1 hour ago, CrAKeN said:

Linksys says that 25 router models are vulnerable to remote hacking and could be taken over by an attacker if users still use their default admin credentials.

 

I don't know about what others do but anyone that I have ever helped with their computer I check their router to make sure that the login has been changed and that remote access is turned off.  That way the only way anyone could get access to the router is if they connected to it directly in the home.  I know a lot of people have absolutely no clue about anything to do with a computer other than turn it on and type.  The same holds true of their routers, as long as they are turned on and they can connect they know absolutely nothing about it.  There really should be training programs and licensing before someone is allowed to own a computer, much like is done for a car, where you have to learn the basics of the rules of the road before you are allowed to drive.  Of course, that would probably take 75% of the users off the internet.

[DKT27]

On 22/4/2017 at 9:23 PM, straycat19 said:

 

I don't know about what others do but anyone that I have ever helped with their computer I check their router to make sure that the login has been changed and that remote access is turned off.  That way the only way anyone could get access to the router is if they connected to it directly in the home.  I know a lot of people have absolutely no clue about anything to do with a computer other than turn it on and type.  The same holds true of their routers, as long as they are turned on and they can connect they know absolutely nothing about it.

 

I for one had no idea until my very first WAN based ASUS forced me to change the password and then it's Android app's security check asking me to disable the WAN based access.
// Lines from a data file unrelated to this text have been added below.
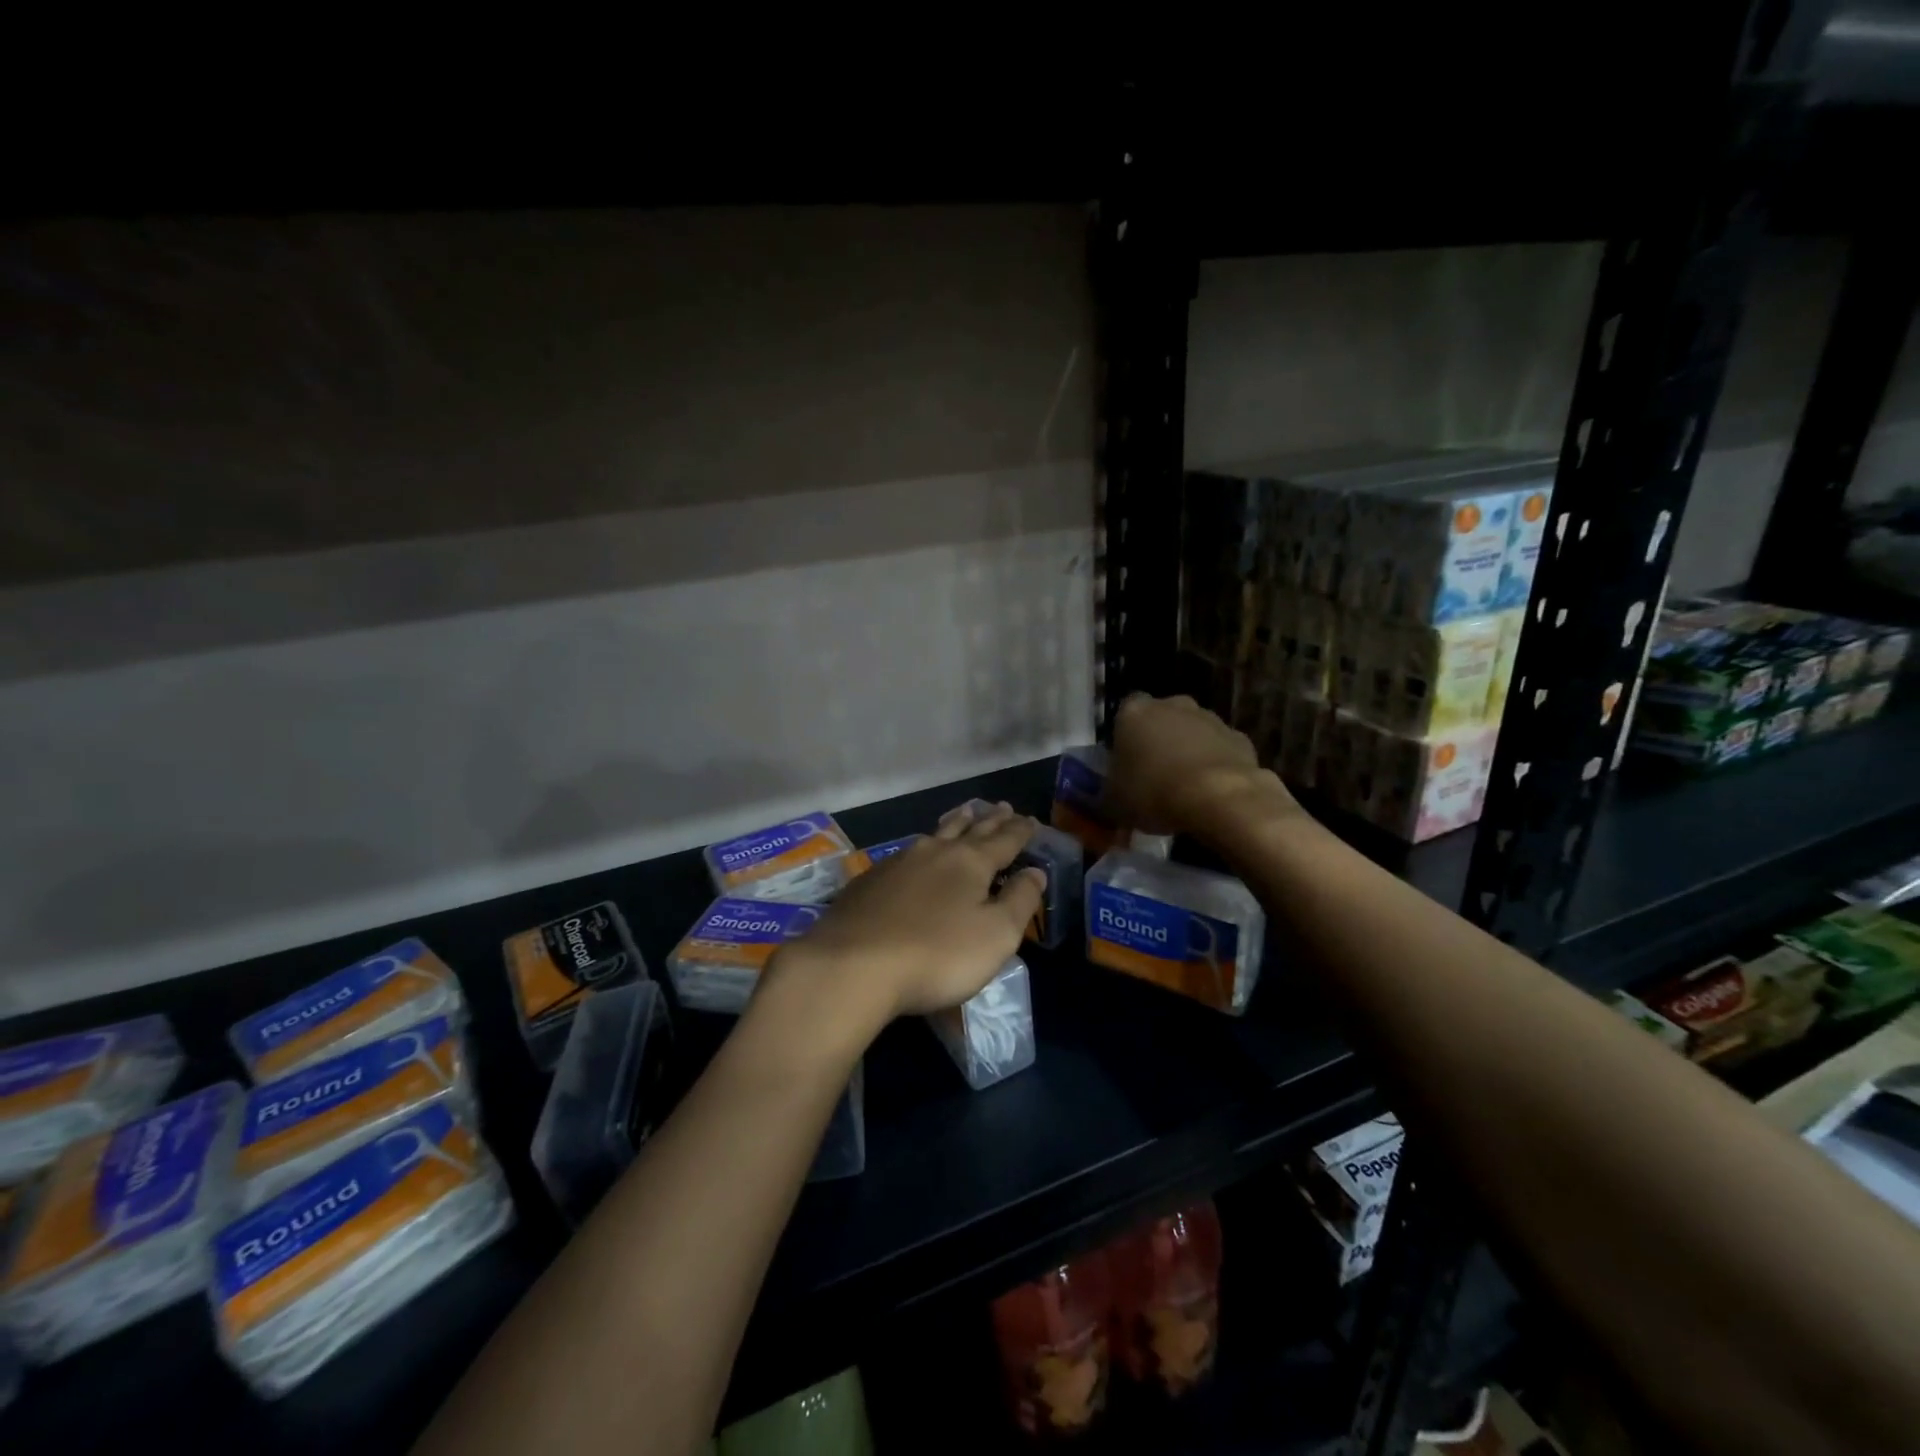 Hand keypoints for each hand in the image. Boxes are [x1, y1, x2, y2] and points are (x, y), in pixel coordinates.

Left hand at [765, 802, 1045, 1030]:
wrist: (853, 965)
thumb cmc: (937, 954)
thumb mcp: (996, 935)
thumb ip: (1020, 901)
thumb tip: (1036, 872)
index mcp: (970, 863)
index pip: (1004, 841)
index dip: (1020, 831)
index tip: (1030, 819)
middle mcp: (935, 852)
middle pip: (969, 830)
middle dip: (989, 820)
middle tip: (1002, 806)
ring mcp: (898, 863)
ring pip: (934, 835)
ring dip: (955, 822)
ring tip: (964, 812)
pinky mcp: (869, 881)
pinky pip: (906, 853)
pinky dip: (922, 846)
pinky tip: (916, 852)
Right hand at [1106, 693, 1298, 837]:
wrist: (1218, 798)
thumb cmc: (1154, 792)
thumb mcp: (1114, 804)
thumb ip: (1108, 797)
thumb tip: (1106, 804)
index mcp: (1134, 712)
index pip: (1124, 714)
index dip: (1124, 738)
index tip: (1126, 763)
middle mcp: (1172, 705)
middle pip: (1161, 719)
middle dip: (1159, 741)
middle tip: (1154, 774)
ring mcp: (1210, 719)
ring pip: (1193, 732)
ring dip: (1189, 751)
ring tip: (1184, 788)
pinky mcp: (1240, 738)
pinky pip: (1220, 750)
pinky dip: (1215, 765)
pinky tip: (1211, 792)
I then checked my ADSL router which I now keep as backup incase my current ISP connection is not working, turns out, it was accessible from the internet too, disabled that but due a bug it's still accessible.

 

Eitherway, that android app also suggested me to disable UPNP, which I feel my torrent client only works efficiently when it's enabled, even with port forwarding, what's your views on UPNP and what other router based security changes would you recommend here.